_Task requirements_: What is needed is a single figure: how many lines of the records below contain the word "Strada".

_Data to process_:
::::
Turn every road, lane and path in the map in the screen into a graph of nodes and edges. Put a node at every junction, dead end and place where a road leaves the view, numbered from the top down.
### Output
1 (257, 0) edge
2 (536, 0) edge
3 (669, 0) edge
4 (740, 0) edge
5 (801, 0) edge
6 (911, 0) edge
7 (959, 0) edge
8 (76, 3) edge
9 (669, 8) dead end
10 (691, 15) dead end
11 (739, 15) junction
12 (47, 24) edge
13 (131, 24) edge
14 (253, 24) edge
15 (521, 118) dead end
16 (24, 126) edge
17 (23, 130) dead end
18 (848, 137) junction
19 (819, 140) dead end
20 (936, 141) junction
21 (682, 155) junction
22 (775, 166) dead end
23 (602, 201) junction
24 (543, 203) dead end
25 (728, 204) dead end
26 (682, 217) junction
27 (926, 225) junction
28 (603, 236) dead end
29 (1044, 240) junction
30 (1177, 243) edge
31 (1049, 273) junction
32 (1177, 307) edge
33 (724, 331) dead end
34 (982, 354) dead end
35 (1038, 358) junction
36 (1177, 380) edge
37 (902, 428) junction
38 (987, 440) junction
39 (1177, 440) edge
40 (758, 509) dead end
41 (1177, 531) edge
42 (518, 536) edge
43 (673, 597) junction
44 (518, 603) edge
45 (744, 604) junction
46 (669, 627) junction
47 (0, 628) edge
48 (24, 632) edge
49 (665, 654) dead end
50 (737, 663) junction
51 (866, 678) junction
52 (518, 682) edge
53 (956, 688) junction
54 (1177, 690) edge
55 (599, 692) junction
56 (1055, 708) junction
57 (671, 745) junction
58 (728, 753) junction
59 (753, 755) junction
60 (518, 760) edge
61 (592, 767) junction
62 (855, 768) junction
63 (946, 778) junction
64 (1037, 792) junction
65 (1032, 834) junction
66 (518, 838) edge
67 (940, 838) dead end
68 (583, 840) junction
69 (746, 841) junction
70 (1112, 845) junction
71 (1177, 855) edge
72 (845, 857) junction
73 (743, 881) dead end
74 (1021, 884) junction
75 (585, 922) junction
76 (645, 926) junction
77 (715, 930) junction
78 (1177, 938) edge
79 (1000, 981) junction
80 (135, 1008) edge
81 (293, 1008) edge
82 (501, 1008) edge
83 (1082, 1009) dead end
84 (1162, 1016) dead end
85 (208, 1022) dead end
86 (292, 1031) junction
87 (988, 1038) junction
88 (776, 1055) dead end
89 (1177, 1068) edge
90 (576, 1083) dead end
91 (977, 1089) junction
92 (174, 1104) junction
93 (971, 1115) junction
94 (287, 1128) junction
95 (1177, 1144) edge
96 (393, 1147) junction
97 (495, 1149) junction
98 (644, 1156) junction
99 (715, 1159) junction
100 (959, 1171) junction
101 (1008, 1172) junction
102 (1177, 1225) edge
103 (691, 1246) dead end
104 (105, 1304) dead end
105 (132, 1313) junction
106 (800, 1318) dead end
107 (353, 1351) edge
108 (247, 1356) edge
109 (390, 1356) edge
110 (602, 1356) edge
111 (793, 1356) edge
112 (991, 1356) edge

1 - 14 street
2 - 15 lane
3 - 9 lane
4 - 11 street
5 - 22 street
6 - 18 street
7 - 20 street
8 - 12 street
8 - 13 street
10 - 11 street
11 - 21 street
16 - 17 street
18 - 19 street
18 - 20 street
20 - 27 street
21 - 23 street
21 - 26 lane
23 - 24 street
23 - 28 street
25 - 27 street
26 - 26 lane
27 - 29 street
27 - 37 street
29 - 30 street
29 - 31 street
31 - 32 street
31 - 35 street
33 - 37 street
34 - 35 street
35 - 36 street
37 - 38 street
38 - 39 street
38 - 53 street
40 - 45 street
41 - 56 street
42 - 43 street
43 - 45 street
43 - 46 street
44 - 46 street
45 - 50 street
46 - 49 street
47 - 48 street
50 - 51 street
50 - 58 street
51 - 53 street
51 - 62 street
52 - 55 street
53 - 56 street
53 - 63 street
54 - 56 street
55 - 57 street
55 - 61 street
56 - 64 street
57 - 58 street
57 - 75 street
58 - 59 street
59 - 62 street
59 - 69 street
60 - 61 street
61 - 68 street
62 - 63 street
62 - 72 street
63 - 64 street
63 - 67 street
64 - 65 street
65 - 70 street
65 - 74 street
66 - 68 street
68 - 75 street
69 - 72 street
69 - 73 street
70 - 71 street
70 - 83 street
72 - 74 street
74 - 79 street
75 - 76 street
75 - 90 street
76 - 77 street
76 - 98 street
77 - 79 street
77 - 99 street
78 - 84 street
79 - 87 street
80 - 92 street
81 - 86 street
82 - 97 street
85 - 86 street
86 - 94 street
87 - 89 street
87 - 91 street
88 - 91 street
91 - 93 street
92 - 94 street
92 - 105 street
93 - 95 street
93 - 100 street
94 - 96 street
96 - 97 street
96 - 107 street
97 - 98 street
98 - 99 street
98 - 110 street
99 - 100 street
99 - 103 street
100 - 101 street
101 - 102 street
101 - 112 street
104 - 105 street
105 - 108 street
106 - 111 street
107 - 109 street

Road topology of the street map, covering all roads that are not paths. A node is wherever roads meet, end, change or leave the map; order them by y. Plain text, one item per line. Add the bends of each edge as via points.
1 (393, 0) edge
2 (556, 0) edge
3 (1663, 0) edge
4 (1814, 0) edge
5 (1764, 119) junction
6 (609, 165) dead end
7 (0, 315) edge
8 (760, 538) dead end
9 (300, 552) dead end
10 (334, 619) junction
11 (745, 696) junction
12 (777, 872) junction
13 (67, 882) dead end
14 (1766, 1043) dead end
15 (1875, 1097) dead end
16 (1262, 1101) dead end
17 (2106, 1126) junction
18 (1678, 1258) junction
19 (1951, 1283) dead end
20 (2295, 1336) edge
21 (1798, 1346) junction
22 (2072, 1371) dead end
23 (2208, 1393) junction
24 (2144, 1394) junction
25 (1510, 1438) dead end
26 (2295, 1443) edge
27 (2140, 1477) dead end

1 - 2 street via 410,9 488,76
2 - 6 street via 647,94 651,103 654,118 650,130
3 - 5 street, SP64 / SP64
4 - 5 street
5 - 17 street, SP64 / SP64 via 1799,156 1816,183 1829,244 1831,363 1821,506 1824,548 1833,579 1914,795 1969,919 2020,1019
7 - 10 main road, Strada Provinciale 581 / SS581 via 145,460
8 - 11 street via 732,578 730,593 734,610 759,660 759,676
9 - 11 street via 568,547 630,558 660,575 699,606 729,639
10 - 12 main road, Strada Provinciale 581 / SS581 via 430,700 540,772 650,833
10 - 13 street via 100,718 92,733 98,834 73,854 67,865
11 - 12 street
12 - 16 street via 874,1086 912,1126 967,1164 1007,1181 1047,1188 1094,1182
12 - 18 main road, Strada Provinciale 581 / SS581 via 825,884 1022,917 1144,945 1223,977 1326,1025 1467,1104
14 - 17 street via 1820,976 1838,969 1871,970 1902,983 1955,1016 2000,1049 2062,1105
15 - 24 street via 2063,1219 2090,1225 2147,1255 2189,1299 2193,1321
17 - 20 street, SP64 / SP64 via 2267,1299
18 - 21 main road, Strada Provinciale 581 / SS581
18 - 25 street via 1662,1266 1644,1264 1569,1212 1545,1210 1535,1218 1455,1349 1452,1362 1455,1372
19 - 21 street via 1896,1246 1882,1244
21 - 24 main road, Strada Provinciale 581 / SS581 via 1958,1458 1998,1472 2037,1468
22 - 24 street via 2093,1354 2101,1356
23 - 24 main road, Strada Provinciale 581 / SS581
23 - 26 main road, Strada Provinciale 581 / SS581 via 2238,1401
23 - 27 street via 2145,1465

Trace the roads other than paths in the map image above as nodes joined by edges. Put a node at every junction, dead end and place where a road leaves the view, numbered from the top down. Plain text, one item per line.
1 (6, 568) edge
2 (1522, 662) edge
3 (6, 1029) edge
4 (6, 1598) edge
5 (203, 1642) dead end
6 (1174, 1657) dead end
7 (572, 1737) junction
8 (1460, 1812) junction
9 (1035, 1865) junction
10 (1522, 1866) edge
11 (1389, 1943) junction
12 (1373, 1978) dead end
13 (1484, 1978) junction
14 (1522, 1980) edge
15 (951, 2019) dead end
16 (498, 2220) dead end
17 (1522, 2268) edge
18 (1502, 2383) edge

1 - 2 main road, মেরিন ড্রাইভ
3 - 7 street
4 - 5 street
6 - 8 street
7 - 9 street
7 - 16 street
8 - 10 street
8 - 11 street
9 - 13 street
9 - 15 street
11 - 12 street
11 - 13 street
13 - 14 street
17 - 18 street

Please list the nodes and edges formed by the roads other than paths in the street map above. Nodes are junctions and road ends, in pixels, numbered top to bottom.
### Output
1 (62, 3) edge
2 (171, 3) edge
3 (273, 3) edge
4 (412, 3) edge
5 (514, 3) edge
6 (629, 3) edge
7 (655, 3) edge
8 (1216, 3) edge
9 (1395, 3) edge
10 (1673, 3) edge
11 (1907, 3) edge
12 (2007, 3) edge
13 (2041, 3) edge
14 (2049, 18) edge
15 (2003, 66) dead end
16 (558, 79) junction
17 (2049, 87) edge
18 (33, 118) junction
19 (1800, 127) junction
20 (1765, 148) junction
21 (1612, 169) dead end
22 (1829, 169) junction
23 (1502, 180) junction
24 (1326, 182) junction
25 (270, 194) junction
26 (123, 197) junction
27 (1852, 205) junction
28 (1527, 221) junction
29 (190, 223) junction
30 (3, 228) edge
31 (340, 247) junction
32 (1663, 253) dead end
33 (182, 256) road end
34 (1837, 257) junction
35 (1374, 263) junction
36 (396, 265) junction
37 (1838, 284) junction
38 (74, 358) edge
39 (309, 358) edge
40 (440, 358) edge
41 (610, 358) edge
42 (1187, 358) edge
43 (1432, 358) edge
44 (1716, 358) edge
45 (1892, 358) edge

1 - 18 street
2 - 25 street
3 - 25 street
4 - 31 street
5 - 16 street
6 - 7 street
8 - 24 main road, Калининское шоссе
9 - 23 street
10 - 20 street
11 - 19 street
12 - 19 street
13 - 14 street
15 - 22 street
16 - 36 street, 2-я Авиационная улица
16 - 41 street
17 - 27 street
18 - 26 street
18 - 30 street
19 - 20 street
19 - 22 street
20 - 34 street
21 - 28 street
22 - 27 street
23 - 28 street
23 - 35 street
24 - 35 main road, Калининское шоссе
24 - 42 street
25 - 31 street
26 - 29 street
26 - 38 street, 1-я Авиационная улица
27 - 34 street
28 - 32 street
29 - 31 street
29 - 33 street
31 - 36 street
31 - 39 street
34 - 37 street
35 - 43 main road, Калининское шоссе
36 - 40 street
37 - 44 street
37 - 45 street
::::
_Reply to the task_: 7